The 200-plus girls were seized from their hostels on the night of April 14 by members of the bellicose Islamic sect, Boko Haram. The abduction has magnetized global outcry with #Bring Back Our Girls protests held in different components of the country.
A letter of invitation from the Office of the Inspector-General of Police, Mr. Mohammed Abubakar, ref. no. CR/3000/FIB/FHQ/ABJ/VOL.T/137 and dated June 20, 2014, directed Melaye to appear “to discuss crucial issues of security concern.”
The letter signed by an Assistant Commissioner of Police, Steve Okoshone, on behalf of the Assistant IG, Force Intelligence Bureau, read, “The Assistant Inspector-General of Police, Force Intelligence Bureau, Force CID Complex, Behind Federal Fire Service, Area 10, Garki, Abuja, invites you to a meeting with him on Monday 23 June, 2014 at 1200 hrs prompt to discuss crucial issues of security concern. Your replication will be highly appreciated.”

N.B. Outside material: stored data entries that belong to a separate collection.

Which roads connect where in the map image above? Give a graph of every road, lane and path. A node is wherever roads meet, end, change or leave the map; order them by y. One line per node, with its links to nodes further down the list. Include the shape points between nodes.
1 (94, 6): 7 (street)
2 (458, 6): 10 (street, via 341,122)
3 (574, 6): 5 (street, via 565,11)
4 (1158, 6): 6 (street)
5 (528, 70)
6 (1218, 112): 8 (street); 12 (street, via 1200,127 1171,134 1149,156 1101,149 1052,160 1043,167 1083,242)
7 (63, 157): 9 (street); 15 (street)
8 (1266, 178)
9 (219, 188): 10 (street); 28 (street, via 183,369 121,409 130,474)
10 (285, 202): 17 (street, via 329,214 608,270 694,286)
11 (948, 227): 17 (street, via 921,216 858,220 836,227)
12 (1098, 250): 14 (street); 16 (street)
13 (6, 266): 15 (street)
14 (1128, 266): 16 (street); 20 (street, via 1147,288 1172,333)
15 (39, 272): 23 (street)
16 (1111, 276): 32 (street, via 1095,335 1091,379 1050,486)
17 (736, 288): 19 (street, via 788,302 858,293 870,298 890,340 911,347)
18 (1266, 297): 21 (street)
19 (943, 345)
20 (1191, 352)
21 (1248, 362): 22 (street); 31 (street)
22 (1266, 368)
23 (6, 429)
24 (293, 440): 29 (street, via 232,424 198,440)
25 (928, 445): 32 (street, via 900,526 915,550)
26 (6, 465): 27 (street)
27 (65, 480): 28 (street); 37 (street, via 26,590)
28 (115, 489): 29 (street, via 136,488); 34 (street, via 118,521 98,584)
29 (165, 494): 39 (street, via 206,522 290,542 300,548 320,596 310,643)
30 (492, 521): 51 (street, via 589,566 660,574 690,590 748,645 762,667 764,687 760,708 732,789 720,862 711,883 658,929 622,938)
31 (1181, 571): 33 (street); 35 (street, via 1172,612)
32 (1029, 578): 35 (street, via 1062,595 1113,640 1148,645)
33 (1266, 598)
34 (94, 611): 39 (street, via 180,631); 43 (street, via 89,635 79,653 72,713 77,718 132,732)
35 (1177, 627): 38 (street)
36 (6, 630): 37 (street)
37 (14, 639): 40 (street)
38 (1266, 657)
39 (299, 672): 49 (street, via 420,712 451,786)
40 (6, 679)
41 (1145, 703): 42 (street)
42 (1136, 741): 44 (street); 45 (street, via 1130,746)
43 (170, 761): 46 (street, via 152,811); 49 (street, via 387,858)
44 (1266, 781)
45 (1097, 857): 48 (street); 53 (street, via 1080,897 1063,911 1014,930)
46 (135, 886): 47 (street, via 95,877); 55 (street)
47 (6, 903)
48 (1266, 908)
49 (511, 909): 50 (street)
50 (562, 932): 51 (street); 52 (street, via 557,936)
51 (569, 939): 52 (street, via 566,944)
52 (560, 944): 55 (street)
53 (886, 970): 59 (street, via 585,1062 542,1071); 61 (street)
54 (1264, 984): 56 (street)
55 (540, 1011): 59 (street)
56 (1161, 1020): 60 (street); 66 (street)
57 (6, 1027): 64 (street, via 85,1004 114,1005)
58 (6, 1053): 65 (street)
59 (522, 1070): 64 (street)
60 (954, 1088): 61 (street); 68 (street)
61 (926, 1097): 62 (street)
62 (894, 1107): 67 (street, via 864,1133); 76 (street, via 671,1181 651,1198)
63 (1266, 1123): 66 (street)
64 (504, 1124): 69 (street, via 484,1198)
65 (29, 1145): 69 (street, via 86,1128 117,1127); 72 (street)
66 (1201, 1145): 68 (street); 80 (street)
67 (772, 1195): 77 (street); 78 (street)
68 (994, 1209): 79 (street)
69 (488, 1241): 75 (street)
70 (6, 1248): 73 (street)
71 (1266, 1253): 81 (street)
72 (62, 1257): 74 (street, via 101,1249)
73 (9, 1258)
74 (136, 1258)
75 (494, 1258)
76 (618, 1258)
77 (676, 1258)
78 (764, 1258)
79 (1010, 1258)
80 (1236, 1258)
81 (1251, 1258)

As of the time of this report, Melaye had not reported to the police.
He however told our correspondent that the struggle to liberate the masses from the clutches of political vampires was “a battle of no recede, no surrender.”
He verbalized, “We must do everything to rescue this country from the hands of these economic canker worms. There is dauntingness, incessant apprehends, threats and assassination endeavors on my life. But for me, I am resolute because the battle to distribute this country from economic canker worms, financial vultures and inept leadership, as I have perpetually verbalized, is a battle of no recede, no surrender.
“In an inequitable society, silence is a malefaction; this is the time in the history of Nigeria where silence is no longer golden. People must emerge and verbalize because the day you stop eating is the day you commence dying. Where dictatorship becomes legalised, revolution becomes a right.”
The ex-lawmaker had peregrinated to a High Court in the Federal Capital Territory in Gudu, Abuja for the enforcement of his fundamental human rights, challenging the May 9 disruption of the protest he led in reverence of the abducted schoolgirls.
Justice Abubakar Talba had held that the Nigeria Police Force lacked the potencies to avert or stop rallies or processions being held in reverence of the abducted female students.
He declared that the Public Order Act, Cap 382 Laws of Nigeria 1990, which the police purportedly relied on, “does not sanction men of the NPF to disrupt rallies or processions on the issue of the abducted Chibok girls.”
The judge declared as unconstitutional the apprehend and assault on Melaye by men of the NPF during the May 9 rally in Abuja.
The suit marked: CV/1521/14, which has the IGP and Commissioner of Police, FCT Command, Mr. Joseph Mbu, as defendants was not bulwarked by the respondents.
Justice Talba verbally expressed, “The apprehend of the applicant and threat to further apprehend him in reverence of rallies or procession is unlawful. The disruption of placid rallies and processions by agents of the 1st and 2nd respondents is illicit and unconstitutional.”